There’s a breathless hush on the freeway tonight
Beyond the ledges of concrete
restaurants fall into dreams
with candlelight couples
Lost Alexandria still burns
in a billion lightbulbs
Lives cross lives
idling at stoplights
Beyond the clover leaf turnoffs
‘Souls eat souls in general emptiness’
A piano concerto comes out a kitchen window
A yogi speaks at Ojai
‘It’s all taking place in one mind’
On the lawn among the trees
lovers are listening
for the master to tell them they are one
with the universe
Eyes smell flowers and become them
There’s a deathless hush
on the freeway tonight
as a Pacific tidal wave a mile high
sweeps in
Los Angeles breathes its last gas
and sinks into the sea like the Titanic all lights lit
Nine minutes later Willa Cather’s Nebraska
sinks with it
The sea comes in over Utah
Mormon tabernacles washed away like barnacles
Coyotes are confounded and swim nowhere
An orchestra onstage in Omaha
keeps on playing Handel’s Water Music
Horns fill with water
and bass players float away on their instruments
clutching them like lovers horizontal
Chicago’s loop becomes a rollercoaster
Skyscrapers filled like water glasses
Great Lakes mixed with Buddhist brine
Great books watered down in Evanston
Milwaukee beer topped with sea foam
Beau Fleuve of Buffalo suddenly becomes salt
Manhattan Island swept clean in sixteen seconds
buried masts of Amsterdam arise
as the great wave sweeps on Eastward
to wash away over-age Camembert Europe
mannahatta steaming in sea-vines
the washed land awakes again to wilderness
the only sound a vast thrumming of crickets
a cry of seabirds high over
in empty eternity
as the Hudson retakes its thickets
and Indians reclaim their canoes

This poem portrays how we are capable of creating meaning in the modern, industrialised world.

What we found very interesting is the contrast between the destruction of the human world (with special emphasis on ancient or traditional things) seen in the middle, and the empty, short lined, ending where everything has returned to a ‘natural’ state. There is also a hopeful suggestion that human life can continue again in harmony with nature.

Moreover, the form of the poem is really amazing at portraying the wave that is described as washing away the world.

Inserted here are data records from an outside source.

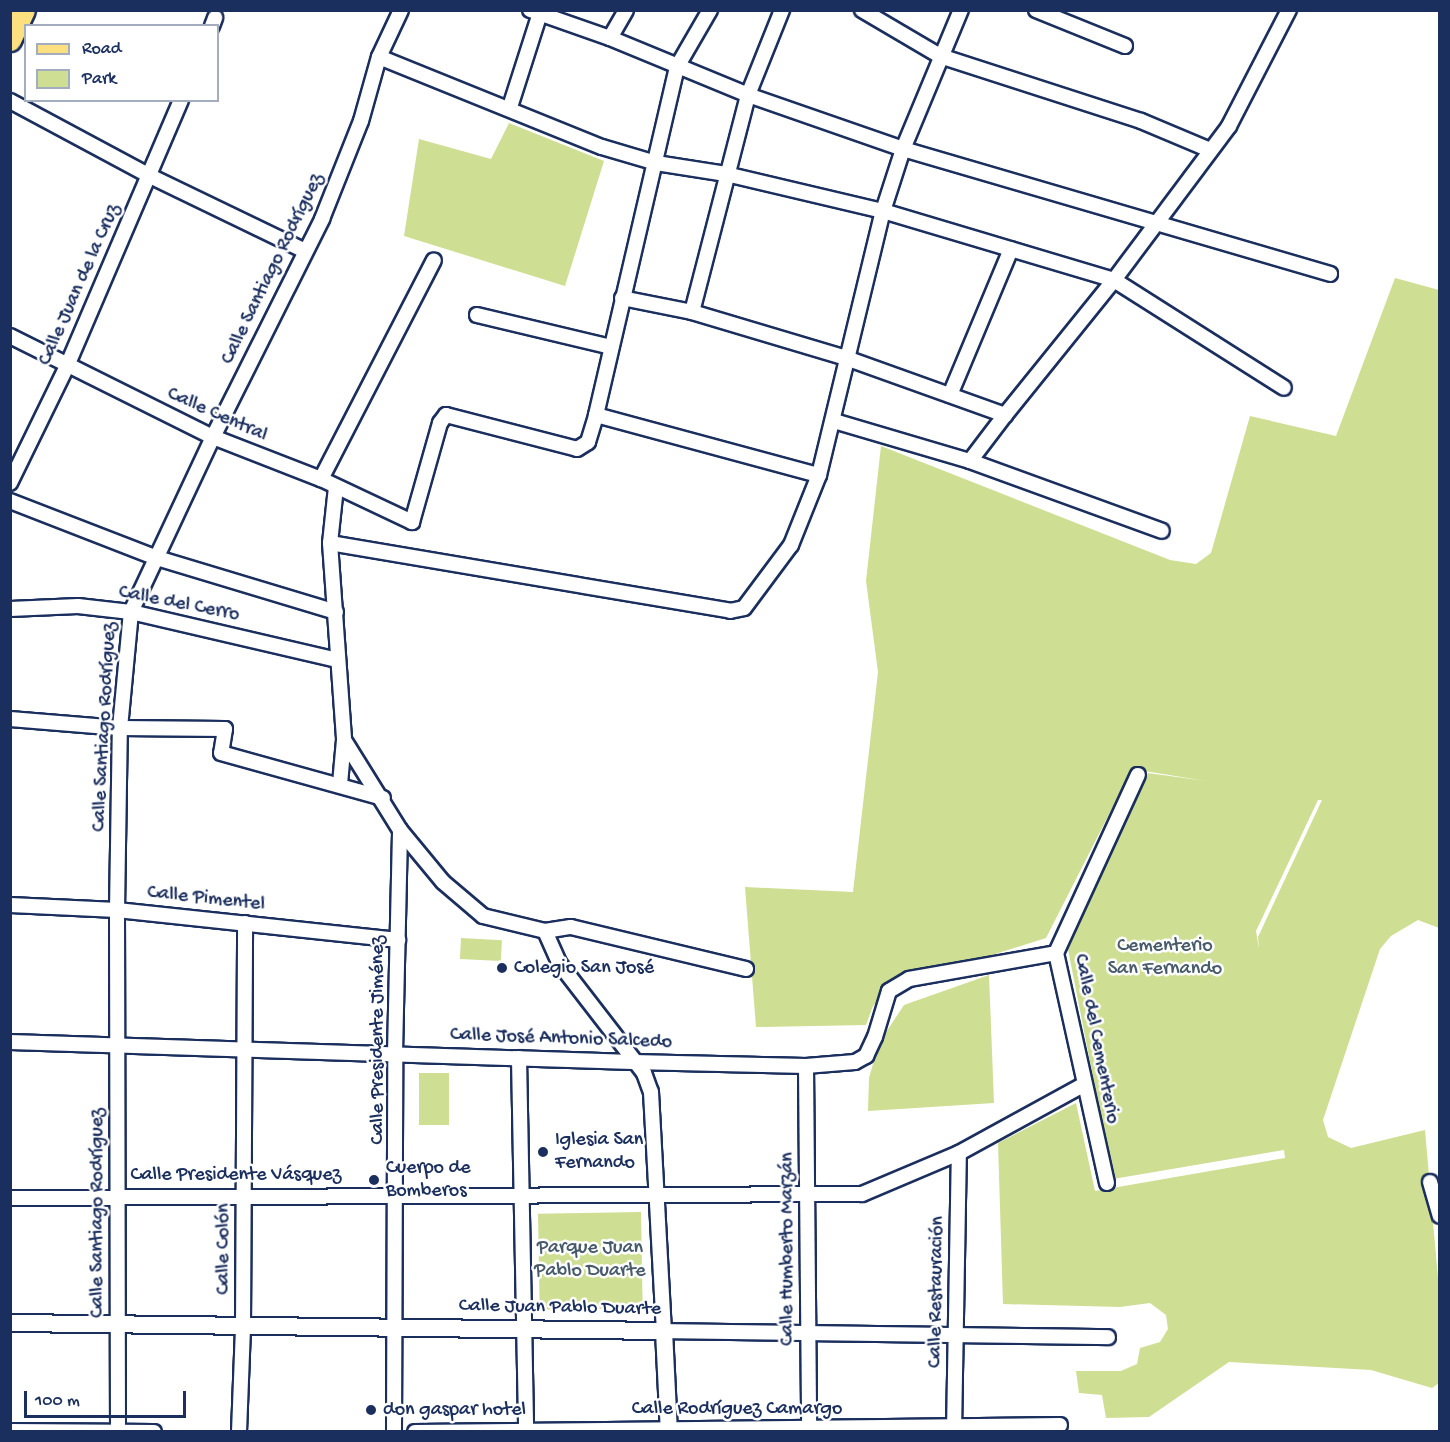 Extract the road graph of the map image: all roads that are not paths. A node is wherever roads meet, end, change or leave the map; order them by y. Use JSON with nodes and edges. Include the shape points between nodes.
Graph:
{"nodes":[{"id":1,"x":24,"y":10,"type":"edge"},
{"id":2,"x":401,"y":10,"type":"edge"},
{"id":3,"x":626,"y":10,"type":"edge"},
{"id":4,"x":710,"y":10,"type":"edge"},
{"id":5,"x":783,"y":10,"type":"edge"},
{"id":6,"x":961,"y":10,"type":"edge"},
{"id":7,"x":1036,"y":10,"type":"edge"},
{"id":8,"x":1288,"y":10,"type":"edge"},
{"id":9,"x":865,"y":11,"type":"edge"},
{"id":10,"x":537,"y":12,"type":"edge"},
{"id":11,"x":610,"y":38,"type":"junction"},
{"id":12,"x":10,"y":40,"type":"edge"},
{"id":13,"x":1125,"y":46,"type":"dead end"},
{"id":14,"x":940,"y":56,"type":"junction"},
{"id":15,"x":379,"y":57,"type":"junction"},
{"id":16,"x":677,"y":67,"type":"junction"},
{"id":17,"x":747,"y":95,"type":"junction"},
{"id":18,"x":10,"y":101,"type":"edge"},
{"id":19,"x":180,"y":102,"type":"edge"},
{"id":20,"x":510,"y":108,"type":"junction"},
{"id":21,"x":903,"y":149,"type":"junction"},
{"id":22,"x":1210,"y":150,"type":"junction"},
{"id":23,"x":656,"y":163,"type":"junction"},
{"id":24,"x":726,"y":174,"type":"junction"},
{"id":25,"x":150,"y":176,"type":"junction"},
{"id":26,"x":883,"y":211,"type":"junction"},
{"id":27,"x":1155,"y":225,"type":"junction"},
{"id":28,"x":1011,"y":249,"type":"junction"},
{"id":29,"x":305,"y":251,"type":"junction"},
{"id":30,"x":434,"y":260,"type":"dead end"},
{"id":31,"x":1330,"y":274,"type":"dead end"},
{"id":32,"x":1114,"y":280,"type":"junction"},
{"id":33,"x":622,"y":298,"type":"junction"},
{"id":34,"x":692,"y":312,"type":"junction"},
{"id":35,"x":477,"y":315,"type":"dead end"},
{"id":36,"x":10,"y":336,"type":"edge"},
{"id":37,"x":611,"y":347,"type":"junction"},
{"id":38,"x":846,"y":358,"type":"junction"},
{"id":39,"x":67,"y":366,"type":"junction"},
{"id":40,"x":1284,"y":388,"type":"dead end"},
{"id":41,"x":950,"y":395,"type":"junction"},
{"id":42,"x":596,"y":415,"type":"junction"},
{"id":43,"x":1005,"y":415,"type":"junction"},
{"id":44,"x":834,"y":421,"type":"junction"},
{"id":45,"x":213,"y":437,"type":"junction"},
{"id":46,"x":970,"y":461,"type":"junction"},
{"id":47,"x":819,"y":475,"type":"junction"},
{"id":48,"x":321,"y":479,"type":"junction"},
{"id":49,"x":10,"y":483,"type":"edge"},
{"id":50,"x":336,"y":487,"type":"junction"},
{"id":51,"x":10,"y":501,"type":"edge"},
{"id":52,"x":1162,"y":531,"type":"dead end"},
{"id":53,"x":330,"y":543,"type":"junction"},
{"id":54,"x":157,"y":558,"type":"junction"},
{"id":55,"x":10,"y":609,"type":"edge"},
{"id":56,"x":131,"y":612,"type":"junction"},
{"id":57,"x":336,"y":612,"type":"junction"},
{"id":58,"x":338,"y":660,"type":"junction"},
{"id":59,"x":10,"y":719,"type":"edge"},
{"id":60,"x":120,"y":728,"type":"junction"},
{"id":61,"x":344,"y":740,"type":"junction"},
{"id":62,"x":367,"y":774,"type":"junction"},
{"id":63,"x":1138,"y":776,"type":"dead end"},
{"id":64,"x":346,"y":786,"type":"junction"},
{"id":65,"x":383,"y":798,"type":"junction"},
{"id":66,"x":400,"y":830,"type":"junction"},
{"id":67,"x":10,"y":905,"type":"edge"},
{"id":68,"x":117,"y":910,"type":"junction"},
{"id":69,"x":245,"y":923,"type":"junction"},
{"id":70,"x":545,"y":931,"type":"junction"},
{"id":71,"x":398,"y":940,"type":"junction"},
{"id":72,"x":1056,"y":953,"type":"junction"},
{"id":73,"x":746,"y":969,"type":"dead end"},
{"id":74,"x":10,"y":1042,"type":"edge"},
{"id":75,"x":117,"y":1044,"type":"junction"},
{"id":76,"x":245,"y":1049,"type":"junction"},
{"id":77,"x":395,"y":1053,"type":"junction"},
{"id":78,"x":519,"y":1058,"type":"junction"},
{"id":79,"x":633,"y":1062,"type":"junction"},
{"id":80,"x":806,"y":1066,"type":"junction"},
{"id":81,"x":1083,"y":1085,"type":"junction"},
{"id":82,"x":959,"y":1153,"type":"junction"},
{"id":83,"x":1430,"y":1182,"type":"dead end"},
{"id":84,"x":1107,"y":1183,"type":"dead end"},
{"id":85,"x":397,"y":1193,"type":"junction"},
{"id":86,"x":119,"y":1194,"type":"junction"},
{"id":87,"x":520,"y":1195,"type":"junction"},
{"id":88,"x":656,"y":1196,"type":"junction"},
{"id":89,"x":807,"y":1196,"type":"junction"},
{"id":90,"x":10,"y":1198,"type":"edge"},
{"id":91,"x":243,"y":1198,"type":"junction"},
{"id":92,"x":1440,"y":1216,"type":"edge"},
{"id":93,"x":10,"y":1323,"type":"edge"},
{"id":94,"x":118,"y":1323,"type":"junction"},
{"id":95,"x":243,"y":1326,"type":"junction"},
{"id":96,"x":394,"y":1326,"type":"junction"},
{"id":97,"x":523,"y":1327,"type":"junction"},
{"id":98,"x":664,"y":1331,"type":"junction"},
{"id":99,"x":807,"y":1332,"type":"junction"},
{"id":100,"x":955,"y":1337,"type":"junction"},
{"id":101,"x":1108,"y":1337,"type":"dead end"},
{"id":102,"x":1060,"y":1425,"type":"dead end"},
{"id":103,"x":954,"y":1429,"type":"edge"},
{"id":104,"x":669,"y":1430,"type":"edge"},
{"id":105,"x":809,"y":1430,"type":"edge"},
{"id":106,"x":10,"y":1431,"type":"edge"},
{"id":107,"x":118,"y":1431,"type":"edge"},
{"id":108,"x":154,"y":1431,"type":"edge"},
{"id":109,"x":239,"y":1431,"type":"edge"},
{"id":110,"x":394,"y":1431,"type":"edge"},
{"id":111,"x":415,"y":1431,"type":"edge"},
{"id":112,"x":526,"y":1431,"type":"edge"}],
"edges":[{"from":1,"to":12,"type":"main road"},
{"from":2,"to":15,"type":"street","name":"Calle Santiago Rodríguez"},
{"from":3,"to":11,"type":"street"},
{"from":4,"to":16,"type":"street"},
{"from":5,"to":17,"type":"street"},
{"from":6,"to":14,"type":"street"},
{"from":7,"to":13,"type":"street"},
{"from":8,"to":22,"type":"street","via":[[1229,126]]},
{"from":9,"to":14,"type":"street"},
{"from":10,"to":11,"type":"street"},
{"from":10,"to":20,"type":"street"},
{"from":11,"to":16,"type":"street"},
{"from":14,"to":21,"type":"street"},
{"from":14,"to":22,"type":"street","via":[[1141,122]]},
{"from":15,"to":20,"type":"street"},
{"from":15,"to":29,"type":"street","name":"Calle Santiago Rodríguez","via":[[343,169]]},
{"from":16,"to":17,"type":"street"},
{"from":16,"to":23,"type":"street"},
{"from":17,"to":21,"type":"street"},
{"from":17,"to":24,"type":"street"},
{"from":18,"to":25,"type":"street"},
{"from":19,"to":25,"type":"street","name":"Calle Juan de la Cruz"},
{"from":20,"to":23,"type":"street","via":[[602,147]]},
{"from":21,"to":26,"type":"street"},
{"from":21,"to":27,"type":"street"},
{"from":22,"to":27,"type":"street"},
{"from":23,"to":24,"type":"street"},
{"from":23,"to":33,"type":"street"},
{"from":24,"to":26,"type":"street"},
{"from":24,"to":34,"type":"street"},
{"from":25,"to":29,"type":"street"},
{"from":25,"to":39,"type":"street","name":"Calle Juan de la Cruz"},
{"from":26,"to":28,"type":"street"},
{"from":26,"to":38,"type":"street"},
{"from":27,"to":31,"type":"street"},
{"from":27,"to":32,"type":"street"},
{"from":28,"to":32,"type":"street"},
{"from":28,"to":41,"type":"street"},
{"from":29,"to":45,"type":"street","name":"Calle Santiago Rodríguez"},
{"from":30,"to":48,"type":"street"},
{"from":32,"to":40,"type":"street"},
{"from":32,"to":43,"type":"street"},
{"from":33,"to":34,"type":"street"},
{"from":33,"to":37,"type":"street"},
{"from":34,"to":38,"type":"street"},
{"from":35,"to":37,"type":"street"},
{"from":36,"to":39,"type":"street","name":"Calle Central"},
{"from":37,"to":42,"type":"street"},
{"from":38,"to":41,"type":"street"},
{"from":38,"to":44,"type":"street"},
{"from":39,"to":45,"type":"street","name":"Calle Central"},
{"from":39,"to":49,"type":"street","name":"Calle Juan de la Cruz"},
{"from":41,"to":43,"type":"street"},
{"from":42,"to":47,"type":"street"},
{"from":42,"to":50,"type":"street","name":"Calle Central","via":[[588,442],[577,449],[446,415],[440,423],[412,522]]},
{"from":43,"to":46,"type":"street"},
{"from":44,"to":46,"type":"street"},
{"from":44,"to":47,"type":"street"},
{"from":45,"to":48,"type":"street","name":"Calle Central"},
{"from":45,"to":54,"type":"street","name":"Calle Santiago Rodríguez"},
{"from":46,"to":52,"type":"street"},
{"from":47,"to":53,"type":"street","via":[[791,545],[744,608],[730,611]]},
{"from":48,"to":50,"type":"street","name":"Calle Central"},
{"from":50,"to":53,"type":"street"},
{"from":51,"to":54,"type":"street"},
{"from":53,"to":57,"type":"street"},
{"from":54,"to":56,"type":"street","name":"Calle Santiago Rodríguez"},
{"from":54,"to":57,"type":"street"},
{"from":55,"to":56,"type":"street","name":"Calle del Cerro","via":[[78,606]]},
{"from":56,"to":58,"type":"street","name":"Calle del Cerro"},
{"from":56,"to":60,"type":"street","name":"Calle Santiago Rodríguez"},
{"from":57,"to":58,"type":"street"},
{"from":58,"to":61,"type":"street"},
{"from":59,"to":60,"type":"street"},
{"from":60,"to":64,"type":"street","via":[[225,729],[221,753]]},
{"from":60,"to":68,"type":"street","name":"Calle Santiago Rodríguez"},
{"from":61,"to":62,"type":"street"},
{"from":61,"to":64,"type":"street"},
{"from":62,"to":64,"type":"street"},
{"from":62,"to":65,"type":"street"},
{"from":63,"to":72,"type":"street","name":"Calle del Cementerio"},
{"from":64,"to":65,"type":"street"},
{"from":65,"to":66,"type":"street"},
{"from":66,"to":70,"type":"street","via":[[443,882],[483,916]]},
{"from":66,"to":71,"type":"street","name":"Calle Presidente Jiménez"},
{"from":67,"to":68,"type":"street","name":"Calle Pimentel"},
{"from":68,"to":69,"type":"street","name":"Calle Pimentel"},
{"from":68,"to":75,"type":"street","name":"Calle Santiago Rodríguez"},
{"from":69,"to":71,"type":"street","name":"Calle Pimentel"},
{"from":69,"to":76,"type":"street","name":"Calle Colón"},
{"from":70,"to":73,"type":"street","via":[[571,927]]},
{"from":70,"to":79,"type":"street","via":[[559,963]]},
{"from":71,"to":77,"type":"street","name":"Calle Presidente Jiménez"},
{"from":72,"to":80,"type":"street","name":"Calle José Antonio Salcedo","via":[[909,979],[889,991],[866,1056],[855,1062]]},
{"from":72,"to":81,"type":"street","name":"Calle del Cementerio"},
{"from":74,"to":75,"type":"street","name":"Calle José Antonio Salcedo"},
{"from":75,"to":76,"type":"street","name":"Calle José Antonio Salcedo"},
{"from":75,"to":86,"type":"street","name":"Calle Santiago Rodríguez"},
{"from":76,"to":77,"type":"street","name":"Calle José Antonio Salcedo"},
{"from":76,"to":91,"type":"street","name":"Calle Colón"},
{"from":77,"to":78,"type":"street","name":"Calle José Antonio Salcedo"},
{"from":77,"to":85,"type":"street","name":"Calle Presidente Jiménez"},
{"from":78,"to":79,"type":"street","name":"Calle José Antonio Salcedo"},
{"from":78,"to":87,"type":"street"},
{"from":79,"to":80,"type":"street","name":"Calle José Antonio Salcedo"},
{"from":79,"to":88,"type":"street","via":[[644,1073],[651,1092]]},
{"from":80,"to":89,"type":"street","name":"Calle Humberto Marzán"},
{"from":81,"to":82,"type":"street","name":"Calle Presidente Vásquez"},
{"from":81,"to":84,"type":"street","name":"Calle del Cementerio"},
{"from":82,"to":89,"type":"street","name":"Calle Presidente Vásquez","via":[[862,1194]]},
{"from":82,"to":100,"type":"street","name":"Calle Restauración"},
{"from":83,"to":92,"type":"street"},
{"from":85,"to":87,"type":"street","name":"Calle Presidente Vásquez"},
{"from":85,"to":91,"type":"street","name":"Calle Presidente Vásquez"},
{"from":85,"to":96,"type":"street","name":"Calle Presidente Jiménez"},
{"from":86,"to":90,"type":"street","name":"Calle Presidente Vásquez"},
{"from":86,"to":91,"type":"street","name":"Calle Presidente Vásquez"},
{"from":86,"to":94,"type":"street","name":"Calle Santiago Rodríguez"},
{"from":87,"to":88,"type":"street","name":"Calle Presidente Vásquez"},
{"from":87,"to":97,"type":"street"},
{"from":88,"to":89,"type":"street","name":"Calle Presidente Vásquez"},
{"from":88,"to":98,"type":"street"},
{"from":89,"to":99,"type":"street","name":"Calle Humberto Marzán"},
{"from":91,"to":95,"type":"street","name":"Calle Colón"},
{"from":93,"to":94,"type":"street","name":"Calle Juan Pablo Duarte"},
{"from":94,"to":95,"type":"street","name":"Calle Juan Pablo Duarte"},
{"from":94,"to":107,"type":"street","name":"Calle Santiago Rodríguez"},
{"from":95,"to":96,"type":"street","name":"Calle Juan Pablo Duarte"},
{"from":95,"to":109,"type":"street","name":"Calle Colón"},
{"from":96,"to":97,"type":"street","name":"Calle Juan Pablo Duarte"},
{"from":96,"to":110,"type":"street","name":"Calle Presidente Jiménez"},
{"from":97,"to":98,"type":"street","name":"Calle Juan Pablo Duarte"},
{"from":97,"to":112,"type":"street"},
{"from":98,"to":99,"type":"street","name":"Calle Juan Pablo Duarte"},
{"from":98,"to":104,"type":"street"},
{"from":99,"to":100,"type":"street","name":"Calle Juan Pablo Duarte"},
{"from":99,"to":105,"type":"street","name":"Calle Humberto Marzán"},
{"from":100,"to":101,"type":"street","name":"Calle Juan Pablo Duarte"},
{"from":100,"to":103,"type":"street","name":"Calle Restauración"},
{"from":102,"to":103,"type":"street","name":"Calle Rodríguez Camargo"},
{"from":103,"to":105,"type":"street","name":"Calle Rodríguez Camargo"},
{"from":104,"to":105,"type":"street","name":"Calle Rodríguez Camargo"},
{"from":104,"to":112,"type":"street","name":"Calle Rodríguez Camargo"},
{"from":106,"to":107,"type":"street"},
{"from":107,"to":108,"type":"street"},
{"from":111,"to":112,"type":"street","name":"Calle Rodríguez Camargo"}]}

Because of the lack of punctuation and numerous line breaks, the pace of the poem is quick, and overwhelming just like the description of the events. This is similar to the wave in some ways, as it too is overwhelming and consuming.

We thought it also rather interesting how it is only major metropolitan areas – hubs of modern human activity – that are washed away. The indirect criticism of places like Chicago, Los Angeles, and Manhattan through their removal during the poem, brings up the question: have we humans created more evil than good in these places?

Regardless, we were intrigued by this poem’s strong references to ancient human creations like the library of Alexandria, Mormonism, and music.

The poem could be interpreted as a vision of the future devastation of climate change, where sea levels rise, cities are wiped from the maps, and humanity is gone. This interpretation, however, may not have been intended, given people’s limited awareness of climate change in 1976 (when the poem was written).

This poem also has a strong thematic connection with ‘The Great Gatsby’ by F. Scott Fitzgerald. The idea of settlers corrupting the ‘new land’ of America is strong in both the novel and the poem; however, in the novel the unspoiled American wilderness was something of the past, while in the poem it is the future.

Furthermore, we really liked the first line of this poem – it’s unexpected to find peace on a busy road. This road symbolises the business of our day-to-day lives. Yet here we see the possibility to find moments of quiet reflection. It is possible to romanticise our culture, the beauty of which can be easily forgotten: “restaurants fall into dreams”. “In a billion lightbulbs / lives cross lives”, is an expression of how, even though individuals live their separate lives and a lot of the times forget about others, we’re all in this together: every day, someone else, somewhere else in the world, is doing the same as us.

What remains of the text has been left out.